第6話
ノアとベラの二人は遮蔽の裏から射撃を開始する。
ベラの持つ銃は以前依頼の報酬でもらった軍用高性能アサルトライフル。
対してノアの持つ銃はマーケット産のスナイパーライフルとサブマシンガン、基本的にベラの援護をしている。
二人がまず三体ほど殲滅するも、他の人形から発砲を受ける。慌てて遮蔽に隠れると、ベラが何かに気づき、敵の銃弾を拾いノアに見せる。
「ん? どうしたのベラ?」
「……」
「銃弾? ……これ、私たちの使ってるのより高いやつじゃん!」
「……」
ベラがノアの言葉を聞き、肯定するように頷く。
「人形が私たちよりいい装備使ってるとか信じられないんだけど! ちょっと隊長!」
完全に油断していた隊長は急に声を掛けられ慌てる。
『ど、どうしたのノア?』
「私たちの装備、もう少しよくしてよ!」
『……ま、まぁ、そのうちね。そのうち』
都合の悪いことを聞かれた隊長は、分かりやすく動揺し、適当に返事をする。それを聞いたノアは肩を落とす。
「こうなったら、あの人形ども全部壊して銃弾回収してやる! いくよ、相棒!」
「……!」
やる気になった二人は本格的に攻撃を開始する。ベラが遮蔽から飛び出し人形の狙いをそらす。ベラに銃弾が殺到するが彼女はそれを全て避ける。
タンッと音がすると、人形の頭パーツが吹き飛び真横に倒れる。
ベラに狙いが向いている隙にノアが無防備になった人形を撃ち抜いている。
ベラが移動しながら人形を撃ちまくると、動く人形の数は半分ほどに減る。
「……!」
「うっそ、煙幕!」
数が減り、追い込まれていることを理解した人形は各々煙幕を炊き始める。
「馬鹿なの、こいつら。

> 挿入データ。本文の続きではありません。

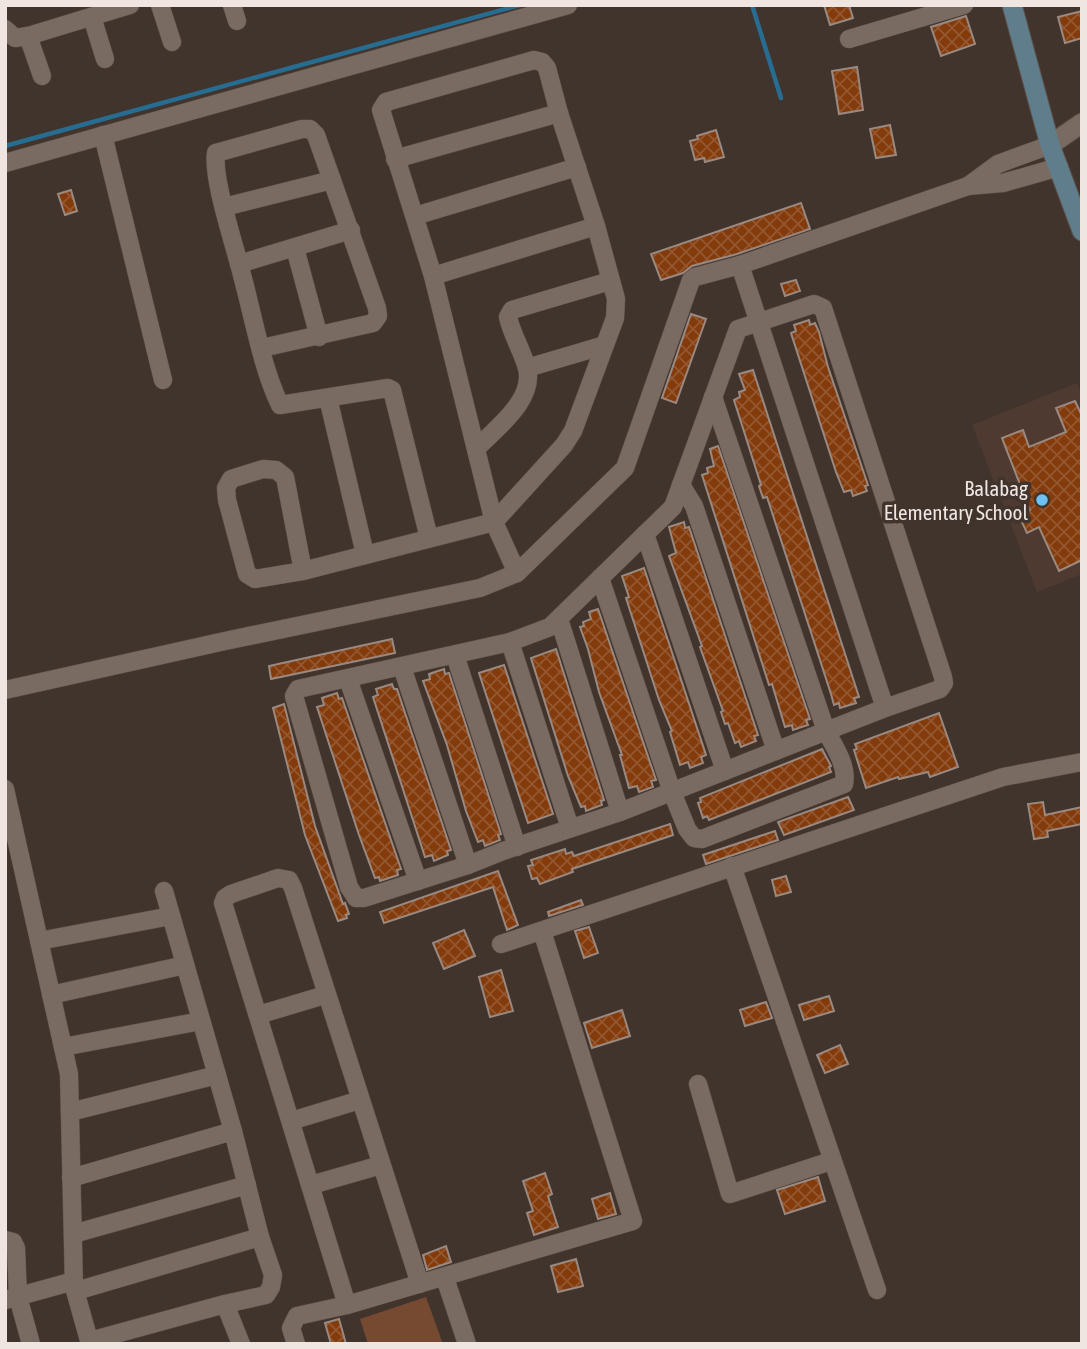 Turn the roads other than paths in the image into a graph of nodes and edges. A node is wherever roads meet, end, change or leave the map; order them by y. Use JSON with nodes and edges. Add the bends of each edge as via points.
{"nodes":[{"id":1,"x":130,"y":5,"type":"edge"},
{"id":2,"x":160,"y":5,"type":"edge"},
{"id":3,"x":568,"y":5,"type":"edge"},
{"id":4,"x":964,"y":5,"type":"edge"},
{"id":5,"x":1012,"y":5,"type":"edge"},
{"id":6,"x":92,"y":17,"type":"junction"},
{"id":7,"x":5,"y":29,"type":"edge"},
{"id":8,"x":29,"y":36,"type":"junction"},
{"id":9,"x":849,"y":39,"type":"dead end"},
{"id":10,"x":172,"y":42,"type":"dead end"},
{"id":11,"x":105,"y":59,"type":"dead end"},
{"id":12,"x":42,"y":76,"type":"dead end"},
{"id":13,"x":559,"y":113,"type":"junction"},
{"id":14,"x":1082,"y":122,"type":"edge"},
{"id":15,"x":103,"y":135,"type":"junction"},
{"id":16,"x":1050,"y":145,"type":"junction"},
{"id":17,"x":396,"y":159,"type":"junction"},
{"id":18,"x":5,"y":163,"type":"edge"},
{"id":19,"x":577,"y":167,"type":"junction"},
{"id":20,"x":1059,"y":167,"type":"junction"},
{"id":21,"x":332,"y":180,"type":"junction"},
{"id":22,"x":968,"y":186,"type":"junction"},
{"id":23,"x":224,"y":207,"type":"junction"},
{"id":24,"x":415,"y":216,"type":"junction"},
{"id":25,"x":596,"y":226,"type":"junction"},
{"id":26,"x":351,"y":230,"type":"junction"},
{"id":27,"x":1082,"y":231,"type":"edge"},
{"id":28,"x":295,"y":248,"type":"junction"},
{"id":29,"x":239,"y":264,"type":"junction"},
{"id":30,"x":740,"y":265,"type":"junction"},
{"id":31,"x":433,"y":276,"type":"junction"},
{"id":32,"x":610,"y":281,"type":"junction"},
{"id":33,"x":759,"y":322,"type":"junction"},
{"id":34,"x":319,"y":337,"type":"junction"},
{"id":35,"x":605,"y":345,"type":"junction"},
{"id":36,"x":262,"y":348,"type":"junction"},
{"id":37,"x":527,"y":368,"type":"junction"},
{"id":38,"x":163,"y":380,"type":"dead end"},
{"id":39,"x":713,"y":397,"type":"junction"},
{"id":40,"x":328,"y":398,"type":"junction"},
{"id":41,"x":477,"y":448,"type":"junction"},
{"id":42,"x":681,"y":485,"type":"junction"},
{"id":43,"x":494,"y":522,"type":"junction"},
{"id":44,"x":645,"y":534,"type":"junction"},
{"id":45,"x":429,"y":538,"type":"junction"},
{"id":46,"x":365,"y":554,"type":"junction"},
{"id":47,"x":303,"y":570,"type":"junction"},
{"id":48,"x":517,"y":573,"type":"junction"},
{"id":49,"x":600,"y":578,"type":"junction"},
{"id":50,"x":559,"y":619,"type":"junction"},
{"id":51,"x":510,"y":642,"type":"junction"},
{"id":52,"x":455,"y":655,"type":"junction"},
{"id":53,"x":402,"y":667,"type":"junction"},
{"id":54,"x":348,"y":679,"type":"junction"},
{"id":55,"x":5,"y":690,"type":"edge"},
{"id":56,"x":885,"y":708,"type":"junction"},
{"id":57,"x":826,"y":731,"type":"junction"},
{"id":58,"x":776,"y":751,"type":"junction"},
{"id":59,"x":1082,"y":762,"type":"edge"},
{"id":60,"x":725,"y":771,"type":"junction"},
{"id":61,"x":5,"y":789,"type":"edge"},
{"id":62,"x":672,"y":792,"type":"junction"},
{"id":63,"x":620,"y":812,"type":"junction"},
{"id":64,"x":570,"y":828,"type":"junction"},
{"id":65,"x":517,"y":847,"type":"junction"},
{"id":66,"x":468,"y":865,"type":"junction"},
{"id":67,"x":732,"y":866,"type":"junction"},
{"id":68,"x":418,"y":881,"type":"junction"},
{"id":69,"x":164,"y":891,"type":"dead end"},
{"id":70,"x":170,"y":916,"type":"junction"},
{"id":71,"x":542,"y":931,"type":"junction"},
{"id":72,"x":39,"y":941,"type":"junction"},
{"id":73,"x":501,"y":944,"type":"dead end"},
{"id":74,"x":185,"y":965,"type":"junction"},
{"id":75,"x":51,"y":995,"type":"junction"},
{"id":76,"x":325,"y":995,"type":"junction"},
{"id":77,"x":258,"y":1015,"type":"junction"},
{"id":78,"x":201,"y":1021,"type":"junction"},
{"id":79,"x":63,"y":1047,"type":"junction"},
{"id":80,"x":217,"y":1075,"type":"junction"},
{"id":81,"x":698,"y":1083,"type":"dead end"},
{"id":82,"x":360,"y":1100,"type":"junction"},
{"id":83,"x":70,"y":1112,"type":"junction"},
{"id":84,"x":291,"y":1121,"type":"junction"},
{"id":85,"x":233,"y":1131,"type":"junction"},
{"id":86,"x":831,"y":1161,"type":"junction"},
{"id":87,"x":381,"y":1165,"type":"junction"},
{"id":88,"x":71,"y":1178,"type":"junction"},
{"id":89,"x":247,"y":1185,"type":"junction"},
{"id":90,"x":311,"y":1185,"type":"junction"},
{"id":91,"x":73,"y":1234,"type":"junction"},
{"id":92,"x":260,"y":1237,"type":"junction"},
{"id":93,"x":5,"y":1240,"type":"edge"},
{"id":94,"x":444,"y":1278,"type":"junction"},
{"id":95,"x":420,"y":1284,"type":"junction"},
{"id":96,"x":75,"y":1286,"type":"junction"},
{"id":97,"x":877,"y":1290,"type":"dead end"},
{"id":98,"x":11,"y":1298,"type":"edge"},
{"id":99,"x":225,"y":1304,"type":"junction"},
{"id":100,"x":347,"y":1305,"type":"junction"},
{"id":101,"x":90,"y":1343,"type":"edge"},
{"id":102,"x":31,"y":1344,"type":"edge"},
{"id":103,"x":241,"y":1344,"type":"edge"},
{"id":104,"x":296,"y":1344,"type":"edge"},
{"id":105,"x":467,"y":1344,"type":"edge"}],
"edges":[{"from":1,"to":6,"type":"street"},
{"from":2,"to":10,"type":"street"},
{"from":3,"to":15,"type":"street"},
{"from":4,"to":9,"type":"street"},
{"from":5,"to":16,"type":"main road"},
{"from":6,"to":8,"type":"street"},
{"from":6,"to":11,"type":"street"},
{"from":7,"to":8,"type":"street","via":[[15,38]]},
{"from":8,"to":12,"type":"street"},
{"from":13,"to":17,"type":"street"},
{"from":13,"to":17,"type":"street","via":[[547,68],[534,60],[386,102],[381,110]]},
{"from":13,"to":19,"type":"street"},
{"from":14,"to":16,"type":"street"},
{"from":15,"to":18,"type":"street"},
{"from":15,"to":38,"type":"street"},
{"from":16,"to":20,"type":"main road"},
{"from":16,"to":22,"type":"street","via":[[998,164]]},
{"from":17,"to":24,"type":"street"},
{"from":19,"to":24,"type":"street"},
{"from":19,"to":25,"type":"street"},
{"from":20,"to":22,"type":"street","via":[[1003,183]]},
{"from":20,"to":27,"type":"main road"},
{"from":21,"to":23,"type":"street"},
{"from":21,"to":23,"type":"street","via":[[316,135],[302,129],[216,153]]},
{"from":21,"to":26,"type":"street"},
{"from":22,"to":30,"type":"street"},
{"from":23,"to":29,"type":"street"},
{"from":24,"to":31,"type":"street"},
{"from":25,"to":31,"type":"street"},
{"from":25,"to":32,"type":"street"},
{"from":26,"to":28,"type":"street"},
{"from":26,"to":34,"type":"street","via":[[377,316],[373,323]]},
{"from":28,"to":29,"type":"street"},
{"from":28,"to":34,"type":"street"},
{"from":29,"to":36,"type":"street"},
{"from":30,"to":33,"type":"street"},
{"from":30,"to":48,"type":"street","via":[[691,280],[625,468]]},
{"from":31,"to":41,"type":"street"},
{"from":32,"to":35,"type":"street","via":[[616,299],[615,318]]},
{"from":32,"to":37,"type":"street","via":[[512,310],[508,317]]},
{"from":33,"to":39,"type":"street","via":[[738,329]]},
{"from":33,"to":56,"type":"street"},
{"from":33,"to":56,"type":"street","via":[[814,303],[823,308],[828,321],[944,683],[940,689]]},
{"from":34,"to":36,"type":"street"},
{"from":35,"to":37,"type":"street"},
{"from":35,"to":43,"type":"street","via":[[573,431]]},
{"from":36,"to":40,"type":"street","via":[[280,405]]},
{"from":37,"to":41,"type":"street","via":[[518,404]]},
{"from":39,"to":42,"type":"street"},
{"from":39,"to":57,"type":"street"},
{"from":40,"to":45,"type":"street","via":[[392,390]]},
{"from":40,"to":46,"type":"street"},
{"from":41,"to":43,"type":"street"},
{"from":42,"to":44,"type":"street","via":[[673,507]]},
{"from":42,"to":58,"type":"street","via":[[694,506]]},
{"from":43,"to":45,"type":"street"},
{"from":43,"to":48,"type":"street"},
{"from":44,"to":49,"type":"street"},
{"from":44,"to":60,"type":"street"},
{"from":45,"to":46,"type":"street"},
{"from":46,"to":47,"type":"street"},
{"from":47,"to":47,"type":"street","via":[[255,579],[247,574],[227,500],[231,479],[263,469],[276,470],[285,477]]},
{"from":48,"to":55,"type":"street","via":[[480,588]]},
{"from":49,"to":50,"type":"street"},
{"from":49,"to":62,"type":"street"},
{"from":50,"to":51,"type":"street"},
{"from":50,"to":63,"type":"street"},
{"from":51,"to":52,"type":"street"},
{"from":51,"to":64,"type":"street"},
{"from":52,"to":53,"type":"street"},
{"from":52,"to":65,"type":"street"},
{"from":53,"to":54,"type":"street"},
{"from":53,"to":66,"type":"street"},
{"from":54,"to":68,"type":"street"},
{"from":54,"to":68,"type":"street","via":[[298,689],[294,696],[349,887],[356,898],[364,898]]},
{"from":56,"to":57,"type":"street"},
{"from":57,"to":58,"type":"street"},
{"from":57,"to":62,"type":"street","via":[[839,756],[844,783],[767,814],[694,838]]},
{"from":58,"to":60,"type":"street"},
{"from":59,"to":67,"type":"street","via":[[995,780]]},
{"from":60,"to":62,"type":"street"},
{"from":61,"to":72,"type":"street"},
{"from":62,"to":63,"type":"street"},
{"from":63,"to":64,"type":"street"},
{"from":64,"to":65,"type":"street"},
{"from":65,"to":66,"type":"street"},
{"from":66,"to":68,"type":"street"},
{"from":67,"to":71,"type":"street"},
{"from":67,"to":86,"type":"street"},
{"from":69,"to":70,"type":"street"},
{"from":70,"to":72,"type":"street"},
{"from":70,"to":74,"type":"street"},
{"from":71,"to":73,"type":"street"},
{"from":71,"to":94,"type":"street","via":[[633,1221]]},
{"from":72,"to":75,"type":"street"},
{"from":74,"to":75,"type":"street"},
{"from":74,"to":78,"type":"street"},
{"from":75,"to":79,"type":"street"},
{"from":76,"to":77,"type":"street"},
{"from":76,"to":77,"type":"street","via":[[293,888],[289,880],[278,878],[231,894],[223,903]]},
{"from":76,"to":82,"type":"street"},
{"from":77,"to":84,"type":"street"},
{"from":78,"to":79,"type":"street"},
{"from":78,"to":80,"type":"street"},
{"from":79,"to":83,"type":"street"},
{"from":80,"to":83,"type":"street"},
{"from":80,"to":85,"type":"street"},
{"from":81,"to":86,"type":"street","via":[[730,1194]]},
{"from":82,"to":84,"type":"street"},
{"from":82,"to":87,"type":"street"},
{"from":83,"to":88,"type":"street"},
{"from":84,"to":90,"type":"street"},
{"from":85,"to":88,"type":"street"},
{"from":85,"to":89,"type":"street"},
{"from":86,"to":97,"type":"street"},
{"from":87,"to":90,"type":"street"},
{"from":87,"to":95,"type":"street"},
{"from":88,"to":91,"type":"street"},
{"from":89,"to":91,"type":"street"},
{"from":89,"to":92,"type":"street"},
{"from":90,"to":100,"type":"street"},
{"from":91,"to":96,"type":"street"},
{"from":92,"to":96,"type":"street"},
{"from":92,"to":99,"type":"street","via":[[273,1275],[271,1287],[265,1295]]},
{"from":93,"to":98,"type":"street","via":[[16,1248]]},
{"from":94,"to":95,"type":"street"},
{"from":94,"to":105,"type":"street"},
{"from":95,"to":100,"type":"street"},
{"from":96,"to":98,"type":"street"},
{"from":96,"to":101,"type":"street"},
{"from":98,"to":102,"type":"street"},
{"from":99,"to":101,"type":"street"},
{"from":99,"to":103,"type":"street"},
{"from":100,"to":104,"type":"street","via":[[297,1316],[291,1328]]}]}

そんなことしても一方的に撃たれるだけなのに」
ノアとベラの義体にはサーマルスコープが搭載されている。対して、使い捨ての量産型人形にはサーマルスコープが搭載されていることなど基本ない。
よって、この煙幕は人形にとって致命的な悪手、となるはずだった。
「ちょ、うそ!?」
しかし、予想に反して人形たちは煙幕の中からノアとベラの位置を正確に撃ち抜いてくる。
つまり、この人形たちの銃にはサーマルスコープが搭載されているということだ。
これには操縦室から映像を見ていた隊長も驚きを隠せない。
『うそでしょ!? サーマルスコープ搭載の人形なんか見たことないわよ!』
「隊長! なんかおかしいよ!」
『ノア、ベラ、箱はいいから、人形を殲滅次第速やかに撤退しなさい!』
「ラジャー! 相棒、合わせて!」
「……」
ベラは人形たちの中に飛び、一気に人形をスクラップにしていく。
「……!」
無茶な戦い方のせいでベラは右肩を負傷する。
とはいえ、第二世代と量産型の人形では単純なスペック差もあり一方的な戦いとなる。
数分で全ての人形を廃棄処分にすると、普段なら行う弾薬回収もしないまま、工場の外へと駆け出す。
来た道をそのまま戻ろうと先に行ったベラの足音が止まる。ベラに追いついたノアは、彼女に叫ぶ。
「なにしてるの、相棒!? 早く脱出しなきゃ!」
「……」
ノアの言葉には反応せず、ベラは正面の暗い廊下の先を見ながら武器を構える。普段とは異なるベラの様子にノアも足を止める。
そしてベラが武器を構える方を見ると、目で認識する前に音が聞こえた。
コツン、コツン、金属でできている廊下に音が反響している、継続的に同じ間隔で。まるで、足音のように。
『二人とも、別の脱出ルートを探すから、だから』
「もう遅いよ、隊長。逃げられない」
「……」
そう言い終えるとノアもベラ同様に銃を構える。それとほぼ同時に、廊下の先にいた何かが姿を見せる。
二人の方に向かってゆったりと歩いてくるのは、メイド型機械人形のようにメイド服を着た女性。だが、この女性は人形ではない。
しかし、普通の人間でもない。おそらくは…義体。